The faith of a believer may eclipse for a time, but it never fails
because Christ ever intercedes for the believer. Faith is the gift of God (Eph.
2:8-9; Phil. 1:29; Heb. 12:2), and faith is kept alive by Christ’s continual
intercession in Heaven for us (Rom. 5:10). How good to know that Christ prays
for us personally: “I have prayed for thee.”
Third, our Lord mediates for our preservation: “Holy Father, keep through thine own name those whom thou has given me. . .” (John 17:11). The name and honor of God the Father are concerned in the preservation of Christ’s sheep. Christ prays the Father may keep them through His own attributes of power and wisdom.
In John 17:15 Christ said: “I pray not that thou shouldest take them out of the world, but that thou shouldest keep them from the evil” (John 17:15). In these words Christ pleads with the Father to keep them from all evil that may assail them from the world, the flesh, and the Devil.
Fourth, our great High Priest interposes for our sanctification: “Sanctify them through thy truth: thy word is truth” (John 17:17). Here Christ prays the truth of the written Word may bear powerfully on the inner man to bring believers to a higher degree of holiness and purity. The Bible is the ordinary means which God uses to sanctify His people. Those who think themselves above the Word have no holiness or salvation.

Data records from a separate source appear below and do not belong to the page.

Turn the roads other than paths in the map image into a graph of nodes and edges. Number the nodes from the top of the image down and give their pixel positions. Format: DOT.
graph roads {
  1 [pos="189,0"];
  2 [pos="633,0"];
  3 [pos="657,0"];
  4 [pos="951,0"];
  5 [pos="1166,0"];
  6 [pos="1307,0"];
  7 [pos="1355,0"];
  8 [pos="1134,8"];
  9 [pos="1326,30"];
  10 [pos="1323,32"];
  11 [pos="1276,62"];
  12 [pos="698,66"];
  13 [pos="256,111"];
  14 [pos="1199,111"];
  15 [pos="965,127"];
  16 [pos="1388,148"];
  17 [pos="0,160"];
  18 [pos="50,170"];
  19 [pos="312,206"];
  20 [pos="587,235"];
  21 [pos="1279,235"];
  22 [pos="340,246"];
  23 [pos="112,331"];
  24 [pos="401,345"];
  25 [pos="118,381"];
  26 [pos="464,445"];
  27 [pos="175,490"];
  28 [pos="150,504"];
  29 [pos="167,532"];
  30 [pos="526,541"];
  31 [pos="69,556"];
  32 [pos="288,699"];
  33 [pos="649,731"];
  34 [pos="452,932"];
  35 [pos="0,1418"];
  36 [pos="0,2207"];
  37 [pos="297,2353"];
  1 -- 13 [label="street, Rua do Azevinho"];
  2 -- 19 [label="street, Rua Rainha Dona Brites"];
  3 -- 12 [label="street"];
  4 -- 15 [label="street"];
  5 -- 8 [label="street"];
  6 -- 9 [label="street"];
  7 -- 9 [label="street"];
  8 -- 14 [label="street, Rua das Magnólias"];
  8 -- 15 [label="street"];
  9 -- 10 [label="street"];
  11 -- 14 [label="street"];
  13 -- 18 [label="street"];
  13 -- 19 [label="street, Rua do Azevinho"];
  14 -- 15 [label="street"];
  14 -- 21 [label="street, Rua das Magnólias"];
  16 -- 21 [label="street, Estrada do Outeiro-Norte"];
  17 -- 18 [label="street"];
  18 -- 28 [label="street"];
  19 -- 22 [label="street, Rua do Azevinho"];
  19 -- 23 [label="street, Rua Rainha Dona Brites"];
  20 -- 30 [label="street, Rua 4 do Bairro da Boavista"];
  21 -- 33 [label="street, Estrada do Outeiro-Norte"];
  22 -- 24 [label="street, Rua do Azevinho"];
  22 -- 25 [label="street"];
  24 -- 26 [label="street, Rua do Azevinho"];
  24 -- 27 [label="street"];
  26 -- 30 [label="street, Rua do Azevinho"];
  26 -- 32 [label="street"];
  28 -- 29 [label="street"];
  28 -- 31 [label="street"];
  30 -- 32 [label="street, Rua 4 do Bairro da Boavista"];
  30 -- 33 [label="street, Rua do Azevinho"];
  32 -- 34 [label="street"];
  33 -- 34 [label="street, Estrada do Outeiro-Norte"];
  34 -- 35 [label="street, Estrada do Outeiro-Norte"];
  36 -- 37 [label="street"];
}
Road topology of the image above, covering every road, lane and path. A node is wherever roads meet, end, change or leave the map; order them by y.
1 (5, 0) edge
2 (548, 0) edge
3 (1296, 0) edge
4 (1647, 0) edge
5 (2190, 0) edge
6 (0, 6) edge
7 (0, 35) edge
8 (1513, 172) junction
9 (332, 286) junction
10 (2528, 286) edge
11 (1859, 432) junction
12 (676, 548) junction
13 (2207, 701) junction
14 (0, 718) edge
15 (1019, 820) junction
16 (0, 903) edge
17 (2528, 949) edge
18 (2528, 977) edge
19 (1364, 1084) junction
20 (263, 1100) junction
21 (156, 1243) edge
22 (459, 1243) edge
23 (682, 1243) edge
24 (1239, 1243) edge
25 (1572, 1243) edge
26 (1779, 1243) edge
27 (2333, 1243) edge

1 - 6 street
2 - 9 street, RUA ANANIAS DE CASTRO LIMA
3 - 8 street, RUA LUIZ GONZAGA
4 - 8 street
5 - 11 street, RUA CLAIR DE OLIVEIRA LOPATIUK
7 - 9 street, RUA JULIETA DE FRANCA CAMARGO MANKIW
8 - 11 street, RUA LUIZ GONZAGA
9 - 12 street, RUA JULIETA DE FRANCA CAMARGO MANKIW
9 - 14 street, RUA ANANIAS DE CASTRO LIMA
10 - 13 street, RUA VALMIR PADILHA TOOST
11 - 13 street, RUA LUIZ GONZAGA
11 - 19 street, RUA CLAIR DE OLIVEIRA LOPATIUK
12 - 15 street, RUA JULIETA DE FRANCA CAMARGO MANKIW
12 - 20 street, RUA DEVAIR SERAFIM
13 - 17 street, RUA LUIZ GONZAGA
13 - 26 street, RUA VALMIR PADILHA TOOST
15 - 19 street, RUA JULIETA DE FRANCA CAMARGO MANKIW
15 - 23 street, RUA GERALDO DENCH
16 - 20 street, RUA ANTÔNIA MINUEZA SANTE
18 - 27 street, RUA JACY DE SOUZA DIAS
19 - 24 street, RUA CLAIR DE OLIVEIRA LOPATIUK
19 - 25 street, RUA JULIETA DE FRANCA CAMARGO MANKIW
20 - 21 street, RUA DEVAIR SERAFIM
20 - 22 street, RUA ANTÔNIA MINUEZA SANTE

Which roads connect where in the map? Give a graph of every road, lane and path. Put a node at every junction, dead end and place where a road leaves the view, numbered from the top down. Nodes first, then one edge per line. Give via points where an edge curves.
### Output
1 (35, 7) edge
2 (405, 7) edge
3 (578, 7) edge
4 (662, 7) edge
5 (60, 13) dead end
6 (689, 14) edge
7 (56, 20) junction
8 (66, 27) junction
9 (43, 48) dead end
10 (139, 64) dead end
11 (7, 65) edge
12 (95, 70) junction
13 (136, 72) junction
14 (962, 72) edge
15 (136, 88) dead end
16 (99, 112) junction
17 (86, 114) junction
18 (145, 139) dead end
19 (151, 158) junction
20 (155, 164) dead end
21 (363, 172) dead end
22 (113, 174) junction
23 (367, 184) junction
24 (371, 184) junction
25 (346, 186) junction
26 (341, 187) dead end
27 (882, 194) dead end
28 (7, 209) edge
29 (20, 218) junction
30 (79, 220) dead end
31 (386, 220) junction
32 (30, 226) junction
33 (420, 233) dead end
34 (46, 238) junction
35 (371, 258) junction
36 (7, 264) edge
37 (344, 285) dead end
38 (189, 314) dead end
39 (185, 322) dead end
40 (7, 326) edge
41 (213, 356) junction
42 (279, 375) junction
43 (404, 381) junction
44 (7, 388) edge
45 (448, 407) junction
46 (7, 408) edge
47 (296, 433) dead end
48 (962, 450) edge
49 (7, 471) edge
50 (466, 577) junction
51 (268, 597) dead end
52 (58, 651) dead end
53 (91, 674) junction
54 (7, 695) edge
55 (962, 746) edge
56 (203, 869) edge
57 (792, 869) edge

I John 2:1 declares: “My little children, these things write I unto you, that ye sin not. And if any man sin, we have an advocate with the Father, Jesus Christ the righteous.” The term “we” indicates the supposed case is in the Christian ranks. Those Christians who sin “have an advocate with the Father.” Hebrews 4:14 says: “. . .we have a great high priest. . .” Our Advocate does not excuse our sins, nor does He try to justify our actions. He is righteous, and He deals righteously. Our Intercessor has a sacrifice as a righteous basis of His advocacy. This is why the Father regards His pleas. Our Pleader is on the side of the law in the high court of Heaven!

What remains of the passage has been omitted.